First, stand where you are. (Then, step forward).

An etching I made some years ago... "fearless." 

An etching I made some years ago... "fearless." 

First, stand where you are. 

This is easier said than done. Somatically, there are pieces of us scattered in the past. We sit in quiet meditation, and a steady refrain begins to play softly under our awareness. Something about our mother or about our origins. Residual pain from an old injury flares up, and tugs our knee back into the fifth grade. If we breathed just a little deeper, we'd notice that fragment of the heart we broke twenty years ago, that hasn't quite been mended. 

It can be helpful to catalogue every hurt, but it isn't necessary, or even realistic.
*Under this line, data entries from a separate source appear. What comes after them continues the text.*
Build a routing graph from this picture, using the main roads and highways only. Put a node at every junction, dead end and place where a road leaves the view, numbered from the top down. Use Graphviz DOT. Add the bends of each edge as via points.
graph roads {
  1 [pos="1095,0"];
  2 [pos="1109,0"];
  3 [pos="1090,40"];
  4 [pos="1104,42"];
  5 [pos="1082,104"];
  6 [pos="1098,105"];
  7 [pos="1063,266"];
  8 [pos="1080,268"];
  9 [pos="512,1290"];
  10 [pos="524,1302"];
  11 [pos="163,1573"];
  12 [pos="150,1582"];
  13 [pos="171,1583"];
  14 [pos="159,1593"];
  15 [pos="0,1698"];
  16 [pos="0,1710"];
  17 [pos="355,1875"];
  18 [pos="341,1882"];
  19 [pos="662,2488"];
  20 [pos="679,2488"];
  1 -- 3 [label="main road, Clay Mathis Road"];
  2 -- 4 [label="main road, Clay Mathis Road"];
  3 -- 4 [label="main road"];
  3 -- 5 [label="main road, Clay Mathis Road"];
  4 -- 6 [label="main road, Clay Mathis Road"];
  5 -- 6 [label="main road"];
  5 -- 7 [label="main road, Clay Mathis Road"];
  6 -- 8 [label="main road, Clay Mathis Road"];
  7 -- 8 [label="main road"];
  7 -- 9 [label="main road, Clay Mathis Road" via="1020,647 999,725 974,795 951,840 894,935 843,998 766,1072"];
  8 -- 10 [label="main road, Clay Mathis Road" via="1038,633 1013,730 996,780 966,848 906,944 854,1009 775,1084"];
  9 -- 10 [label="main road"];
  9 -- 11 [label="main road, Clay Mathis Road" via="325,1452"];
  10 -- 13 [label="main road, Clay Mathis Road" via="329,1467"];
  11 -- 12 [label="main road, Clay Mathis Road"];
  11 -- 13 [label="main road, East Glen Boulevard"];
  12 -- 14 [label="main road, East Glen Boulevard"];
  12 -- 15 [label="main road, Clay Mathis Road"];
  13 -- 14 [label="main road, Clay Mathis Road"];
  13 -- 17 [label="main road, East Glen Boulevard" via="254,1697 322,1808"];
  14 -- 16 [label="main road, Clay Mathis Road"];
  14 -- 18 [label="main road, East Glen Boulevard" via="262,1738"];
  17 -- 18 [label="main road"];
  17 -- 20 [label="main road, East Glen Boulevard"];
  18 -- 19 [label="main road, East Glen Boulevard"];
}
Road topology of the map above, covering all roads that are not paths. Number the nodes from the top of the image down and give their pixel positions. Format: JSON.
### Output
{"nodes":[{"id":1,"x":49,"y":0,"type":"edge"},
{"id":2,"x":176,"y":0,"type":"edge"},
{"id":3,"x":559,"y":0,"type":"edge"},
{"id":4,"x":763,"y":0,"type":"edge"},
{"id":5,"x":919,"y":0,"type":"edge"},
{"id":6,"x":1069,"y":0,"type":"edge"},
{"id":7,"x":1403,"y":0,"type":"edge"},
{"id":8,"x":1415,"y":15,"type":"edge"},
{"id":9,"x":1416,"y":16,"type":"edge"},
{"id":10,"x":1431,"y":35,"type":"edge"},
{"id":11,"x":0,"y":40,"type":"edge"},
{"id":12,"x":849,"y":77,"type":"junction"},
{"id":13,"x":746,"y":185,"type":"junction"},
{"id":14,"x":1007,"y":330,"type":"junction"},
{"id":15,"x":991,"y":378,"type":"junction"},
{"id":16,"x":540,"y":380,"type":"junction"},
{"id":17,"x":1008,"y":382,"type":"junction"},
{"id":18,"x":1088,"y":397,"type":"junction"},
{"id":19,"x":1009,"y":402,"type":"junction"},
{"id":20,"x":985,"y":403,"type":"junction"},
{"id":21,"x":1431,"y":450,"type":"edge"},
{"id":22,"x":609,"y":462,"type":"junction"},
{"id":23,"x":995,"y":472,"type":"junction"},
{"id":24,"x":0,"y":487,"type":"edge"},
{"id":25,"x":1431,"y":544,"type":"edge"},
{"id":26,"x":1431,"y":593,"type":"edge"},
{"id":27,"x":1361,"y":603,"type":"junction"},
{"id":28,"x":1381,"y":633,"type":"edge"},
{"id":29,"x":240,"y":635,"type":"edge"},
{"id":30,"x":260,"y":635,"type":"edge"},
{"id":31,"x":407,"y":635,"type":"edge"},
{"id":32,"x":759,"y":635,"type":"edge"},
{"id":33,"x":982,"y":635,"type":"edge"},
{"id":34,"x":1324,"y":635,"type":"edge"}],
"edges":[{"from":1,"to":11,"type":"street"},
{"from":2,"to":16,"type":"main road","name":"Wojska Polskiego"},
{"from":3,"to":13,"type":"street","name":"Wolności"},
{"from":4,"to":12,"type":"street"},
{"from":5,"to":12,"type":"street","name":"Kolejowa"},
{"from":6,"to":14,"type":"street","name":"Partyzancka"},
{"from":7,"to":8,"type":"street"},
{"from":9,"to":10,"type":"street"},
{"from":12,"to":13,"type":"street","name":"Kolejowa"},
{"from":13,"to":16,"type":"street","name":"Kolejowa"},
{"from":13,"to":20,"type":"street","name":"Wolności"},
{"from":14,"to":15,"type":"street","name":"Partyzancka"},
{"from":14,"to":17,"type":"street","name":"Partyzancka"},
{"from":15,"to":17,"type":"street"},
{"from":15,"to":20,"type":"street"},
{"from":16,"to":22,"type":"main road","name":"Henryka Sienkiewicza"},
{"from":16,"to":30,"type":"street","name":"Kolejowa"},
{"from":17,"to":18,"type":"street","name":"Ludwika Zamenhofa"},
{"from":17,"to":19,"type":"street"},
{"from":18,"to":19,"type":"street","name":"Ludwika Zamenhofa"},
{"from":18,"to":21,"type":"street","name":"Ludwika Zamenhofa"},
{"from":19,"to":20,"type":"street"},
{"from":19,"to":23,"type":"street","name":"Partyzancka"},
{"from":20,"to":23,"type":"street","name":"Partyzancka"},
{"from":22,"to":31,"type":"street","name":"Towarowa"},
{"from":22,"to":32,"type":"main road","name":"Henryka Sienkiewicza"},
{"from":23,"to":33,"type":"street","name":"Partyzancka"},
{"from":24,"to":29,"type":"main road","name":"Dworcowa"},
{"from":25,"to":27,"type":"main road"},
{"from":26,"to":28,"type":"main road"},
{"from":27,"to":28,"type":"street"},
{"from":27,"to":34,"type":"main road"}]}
Cataloging just a few sets the patterns in motion for the unwinding. 

The congestion in any system needs to be released in that system. The key to resolving what is incomplete is to relive or recreate the original seed pattern, and experience it fully. L. Ron Hubbard came up with this concept and applied it to his Scientology followers, and later Werner Erhard borrowed it for his Est work. They discovered that if you create a duplicate experience, that is similar enough in intensity to the original, the original will find resolution, as you move through the duplicate. 

This can happen on the mental, emotional, or physical sphere. It is easiest on the physical. Lead the body back through a similar event, re-engaging the triggers, and a complete regression is often possible. Likewise, find yourself in a similar pattern, and you may be able to access the emotion around it, and process that way. This can be challenging for those of us who have learned to shut down our emotions. Lastly, ponder and find the logical path back through the event, by questioning every cognitive distortion, and every story you've built up around the event. this is the least effective, in my experience, and ironically, where 99% of people direct most of their effort. The somatic aspect is the least relied upon, and the most effective. There are few facilitators familiar enough with the somatic practices to orchestrate these kinds of experiences; the demand far exceeds the supply. This is partially due to the taboo placed upon somatic work by the earliest psychotherapists, who were not evolved enough around gender or their libidinal desires to trust themselves with touch. 

Once you have cleared a layer of the trauma, the unresolved event, the incomplete experience... the other layers begin to unravel. During this process, you will eventually glimpse your true self; the elusive essence that zen buddhists and transformational gurus rhapsodize about. As soon as you do, it comes with a sense of presence that blows away mere concepts of presence. 

Then, suddenly, there you are. Stories about where you wish you were fall away; regrets about where you are not are incinerated in this cauldron of the present moment. 

  1. First, stand where you are. 
  2. Take a step forward. Or a leap. 

You cannot actually act at all, until you've cleared some of the residual tethers to the past. Before that occurs, your every action is a mechanical reaction to unresolved past events. The very concept of will is an illusion. You have been out of touch with being, so you cannot truly do. Gurdjieff was a master at expressing this. Most people who encounter this thought rebel wildly at first. It is not something that is easy to swallow. 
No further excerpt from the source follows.